Stored data:

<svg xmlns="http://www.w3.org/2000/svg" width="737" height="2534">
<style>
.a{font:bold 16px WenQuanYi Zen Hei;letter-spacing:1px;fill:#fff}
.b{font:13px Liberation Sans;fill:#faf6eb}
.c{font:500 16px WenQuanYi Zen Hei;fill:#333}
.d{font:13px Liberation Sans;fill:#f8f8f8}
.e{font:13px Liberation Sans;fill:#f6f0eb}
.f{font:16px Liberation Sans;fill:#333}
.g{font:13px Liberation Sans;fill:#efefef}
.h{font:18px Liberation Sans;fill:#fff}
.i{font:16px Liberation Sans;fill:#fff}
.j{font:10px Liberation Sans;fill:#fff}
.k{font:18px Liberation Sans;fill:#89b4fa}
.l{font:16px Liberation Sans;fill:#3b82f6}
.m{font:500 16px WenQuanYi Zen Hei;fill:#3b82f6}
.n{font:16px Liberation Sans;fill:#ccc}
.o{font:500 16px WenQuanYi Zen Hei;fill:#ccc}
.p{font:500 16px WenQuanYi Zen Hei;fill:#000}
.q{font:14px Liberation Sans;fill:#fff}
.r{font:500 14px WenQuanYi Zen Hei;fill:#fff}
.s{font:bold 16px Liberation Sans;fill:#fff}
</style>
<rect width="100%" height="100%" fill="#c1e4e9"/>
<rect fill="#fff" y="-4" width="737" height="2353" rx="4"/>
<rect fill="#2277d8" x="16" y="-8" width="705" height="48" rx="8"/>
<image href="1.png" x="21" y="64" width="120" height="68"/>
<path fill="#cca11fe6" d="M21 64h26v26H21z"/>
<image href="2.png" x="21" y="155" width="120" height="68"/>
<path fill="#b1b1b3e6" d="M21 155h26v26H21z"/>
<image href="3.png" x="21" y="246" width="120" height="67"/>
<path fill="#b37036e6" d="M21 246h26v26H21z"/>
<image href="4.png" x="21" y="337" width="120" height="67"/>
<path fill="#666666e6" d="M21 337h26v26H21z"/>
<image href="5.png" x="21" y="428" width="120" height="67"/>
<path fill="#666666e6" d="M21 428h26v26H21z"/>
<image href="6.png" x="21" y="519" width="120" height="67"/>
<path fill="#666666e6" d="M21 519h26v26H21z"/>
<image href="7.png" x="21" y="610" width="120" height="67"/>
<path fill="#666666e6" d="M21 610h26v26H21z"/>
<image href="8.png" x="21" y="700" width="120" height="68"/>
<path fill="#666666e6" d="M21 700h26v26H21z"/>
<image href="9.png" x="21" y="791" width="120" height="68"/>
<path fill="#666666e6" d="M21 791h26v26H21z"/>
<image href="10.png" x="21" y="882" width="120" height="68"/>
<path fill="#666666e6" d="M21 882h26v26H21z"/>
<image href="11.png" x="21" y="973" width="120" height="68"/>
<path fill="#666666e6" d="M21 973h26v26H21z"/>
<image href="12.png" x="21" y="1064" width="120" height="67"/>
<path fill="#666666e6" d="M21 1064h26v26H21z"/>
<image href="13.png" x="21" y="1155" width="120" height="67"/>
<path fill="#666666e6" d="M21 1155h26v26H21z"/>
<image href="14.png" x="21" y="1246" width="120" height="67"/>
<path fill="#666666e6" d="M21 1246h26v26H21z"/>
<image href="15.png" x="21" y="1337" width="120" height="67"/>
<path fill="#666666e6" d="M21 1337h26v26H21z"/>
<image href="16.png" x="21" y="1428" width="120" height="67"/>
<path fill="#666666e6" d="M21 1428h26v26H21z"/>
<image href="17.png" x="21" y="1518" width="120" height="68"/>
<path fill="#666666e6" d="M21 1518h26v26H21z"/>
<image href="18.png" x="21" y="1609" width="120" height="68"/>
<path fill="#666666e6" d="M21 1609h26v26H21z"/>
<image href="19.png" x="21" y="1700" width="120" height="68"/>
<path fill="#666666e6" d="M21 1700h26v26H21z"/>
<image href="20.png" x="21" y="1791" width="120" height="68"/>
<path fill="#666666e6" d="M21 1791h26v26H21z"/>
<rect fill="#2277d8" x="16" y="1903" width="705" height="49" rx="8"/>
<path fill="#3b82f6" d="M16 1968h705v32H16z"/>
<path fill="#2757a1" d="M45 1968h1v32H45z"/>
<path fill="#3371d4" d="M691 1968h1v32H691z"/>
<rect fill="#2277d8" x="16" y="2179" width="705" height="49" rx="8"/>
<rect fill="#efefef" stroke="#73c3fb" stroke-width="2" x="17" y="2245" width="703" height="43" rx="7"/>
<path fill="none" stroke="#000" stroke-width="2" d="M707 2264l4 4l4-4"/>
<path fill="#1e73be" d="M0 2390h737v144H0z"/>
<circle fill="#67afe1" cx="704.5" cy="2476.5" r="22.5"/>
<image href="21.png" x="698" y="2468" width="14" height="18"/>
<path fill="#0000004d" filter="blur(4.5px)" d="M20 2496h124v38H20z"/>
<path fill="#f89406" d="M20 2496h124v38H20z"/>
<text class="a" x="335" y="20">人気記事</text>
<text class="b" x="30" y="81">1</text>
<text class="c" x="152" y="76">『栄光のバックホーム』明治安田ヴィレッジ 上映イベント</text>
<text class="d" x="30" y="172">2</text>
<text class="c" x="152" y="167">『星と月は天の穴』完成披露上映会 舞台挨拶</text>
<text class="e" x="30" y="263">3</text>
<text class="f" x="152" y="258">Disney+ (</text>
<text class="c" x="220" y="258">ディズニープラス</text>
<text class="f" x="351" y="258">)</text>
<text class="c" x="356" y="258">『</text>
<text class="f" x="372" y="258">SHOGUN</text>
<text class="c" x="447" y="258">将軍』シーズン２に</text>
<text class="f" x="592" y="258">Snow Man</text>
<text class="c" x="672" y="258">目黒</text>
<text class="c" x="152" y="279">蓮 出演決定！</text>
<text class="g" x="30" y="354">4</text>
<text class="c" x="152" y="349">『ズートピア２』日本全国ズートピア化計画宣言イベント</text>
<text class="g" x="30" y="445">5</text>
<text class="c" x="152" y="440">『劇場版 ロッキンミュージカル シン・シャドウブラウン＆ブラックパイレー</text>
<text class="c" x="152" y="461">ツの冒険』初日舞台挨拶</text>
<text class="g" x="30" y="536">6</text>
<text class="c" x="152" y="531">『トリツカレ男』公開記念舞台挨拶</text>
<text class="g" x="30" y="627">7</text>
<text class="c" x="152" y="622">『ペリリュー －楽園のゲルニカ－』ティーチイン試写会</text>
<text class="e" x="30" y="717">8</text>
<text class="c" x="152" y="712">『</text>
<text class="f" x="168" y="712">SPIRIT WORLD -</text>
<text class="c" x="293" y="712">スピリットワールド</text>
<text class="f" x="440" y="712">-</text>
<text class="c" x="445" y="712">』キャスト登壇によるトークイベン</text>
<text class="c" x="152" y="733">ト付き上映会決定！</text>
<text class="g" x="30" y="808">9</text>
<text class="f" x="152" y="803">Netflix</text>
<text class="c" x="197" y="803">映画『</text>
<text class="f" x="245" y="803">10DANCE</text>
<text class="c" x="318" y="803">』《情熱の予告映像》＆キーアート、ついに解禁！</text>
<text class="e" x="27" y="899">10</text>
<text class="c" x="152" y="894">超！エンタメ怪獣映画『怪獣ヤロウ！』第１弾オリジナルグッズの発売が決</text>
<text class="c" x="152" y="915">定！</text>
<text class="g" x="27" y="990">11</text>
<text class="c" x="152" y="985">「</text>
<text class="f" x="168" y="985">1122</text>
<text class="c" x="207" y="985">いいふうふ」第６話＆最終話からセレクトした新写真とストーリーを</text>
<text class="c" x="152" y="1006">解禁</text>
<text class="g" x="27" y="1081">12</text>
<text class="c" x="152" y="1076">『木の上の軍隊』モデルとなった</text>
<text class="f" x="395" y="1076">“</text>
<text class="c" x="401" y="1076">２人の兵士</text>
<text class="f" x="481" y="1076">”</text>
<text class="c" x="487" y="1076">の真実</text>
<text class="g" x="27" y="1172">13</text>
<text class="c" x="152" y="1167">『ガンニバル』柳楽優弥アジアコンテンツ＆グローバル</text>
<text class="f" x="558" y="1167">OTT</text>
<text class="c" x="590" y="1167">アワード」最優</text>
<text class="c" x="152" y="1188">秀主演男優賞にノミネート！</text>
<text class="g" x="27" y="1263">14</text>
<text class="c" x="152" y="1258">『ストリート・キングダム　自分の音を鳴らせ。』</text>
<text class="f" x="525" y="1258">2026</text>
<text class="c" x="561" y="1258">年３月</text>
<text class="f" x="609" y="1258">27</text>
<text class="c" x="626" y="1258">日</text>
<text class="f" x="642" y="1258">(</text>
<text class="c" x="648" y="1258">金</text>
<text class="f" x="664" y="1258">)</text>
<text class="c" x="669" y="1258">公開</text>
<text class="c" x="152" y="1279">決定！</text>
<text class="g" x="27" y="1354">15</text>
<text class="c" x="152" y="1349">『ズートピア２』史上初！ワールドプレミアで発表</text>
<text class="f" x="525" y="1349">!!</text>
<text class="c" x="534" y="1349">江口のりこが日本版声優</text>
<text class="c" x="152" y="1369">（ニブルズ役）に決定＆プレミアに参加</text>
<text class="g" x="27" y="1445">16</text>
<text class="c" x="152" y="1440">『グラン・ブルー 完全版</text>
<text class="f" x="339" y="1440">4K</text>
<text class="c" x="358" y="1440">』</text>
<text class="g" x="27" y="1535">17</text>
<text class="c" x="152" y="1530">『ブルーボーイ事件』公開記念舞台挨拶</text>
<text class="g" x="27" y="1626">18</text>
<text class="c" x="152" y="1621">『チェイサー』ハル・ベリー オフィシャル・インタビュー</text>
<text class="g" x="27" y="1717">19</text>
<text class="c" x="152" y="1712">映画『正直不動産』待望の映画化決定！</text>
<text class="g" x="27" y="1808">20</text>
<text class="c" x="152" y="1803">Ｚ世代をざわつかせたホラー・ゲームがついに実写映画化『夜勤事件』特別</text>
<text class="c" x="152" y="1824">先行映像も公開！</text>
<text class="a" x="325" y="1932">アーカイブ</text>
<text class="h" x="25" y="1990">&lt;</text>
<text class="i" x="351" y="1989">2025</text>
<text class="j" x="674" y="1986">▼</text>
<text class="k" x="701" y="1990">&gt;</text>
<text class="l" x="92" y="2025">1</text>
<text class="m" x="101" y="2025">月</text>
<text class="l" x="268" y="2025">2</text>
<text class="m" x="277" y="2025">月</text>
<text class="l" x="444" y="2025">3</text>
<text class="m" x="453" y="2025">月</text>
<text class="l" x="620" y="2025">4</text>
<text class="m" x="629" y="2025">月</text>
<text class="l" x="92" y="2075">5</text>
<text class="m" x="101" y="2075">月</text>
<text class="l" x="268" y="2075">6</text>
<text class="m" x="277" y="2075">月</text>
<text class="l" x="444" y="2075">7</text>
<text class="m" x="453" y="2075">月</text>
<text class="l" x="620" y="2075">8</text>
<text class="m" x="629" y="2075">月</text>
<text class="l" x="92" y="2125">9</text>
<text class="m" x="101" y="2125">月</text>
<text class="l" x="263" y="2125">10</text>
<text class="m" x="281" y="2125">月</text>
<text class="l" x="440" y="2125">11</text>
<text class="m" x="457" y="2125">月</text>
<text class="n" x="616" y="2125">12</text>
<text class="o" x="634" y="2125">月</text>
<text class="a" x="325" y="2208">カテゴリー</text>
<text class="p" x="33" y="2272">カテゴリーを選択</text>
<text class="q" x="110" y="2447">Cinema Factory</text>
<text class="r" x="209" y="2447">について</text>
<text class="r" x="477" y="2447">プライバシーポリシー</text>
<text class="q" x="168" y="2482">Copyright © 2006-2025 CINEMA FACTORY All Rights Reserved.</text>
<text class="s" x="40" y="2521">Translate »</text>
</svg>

→ What needs to be done: What is the number of lines in the preceding entries that hold the string "rect"? Give it alone.

→ Response to this exercise: 6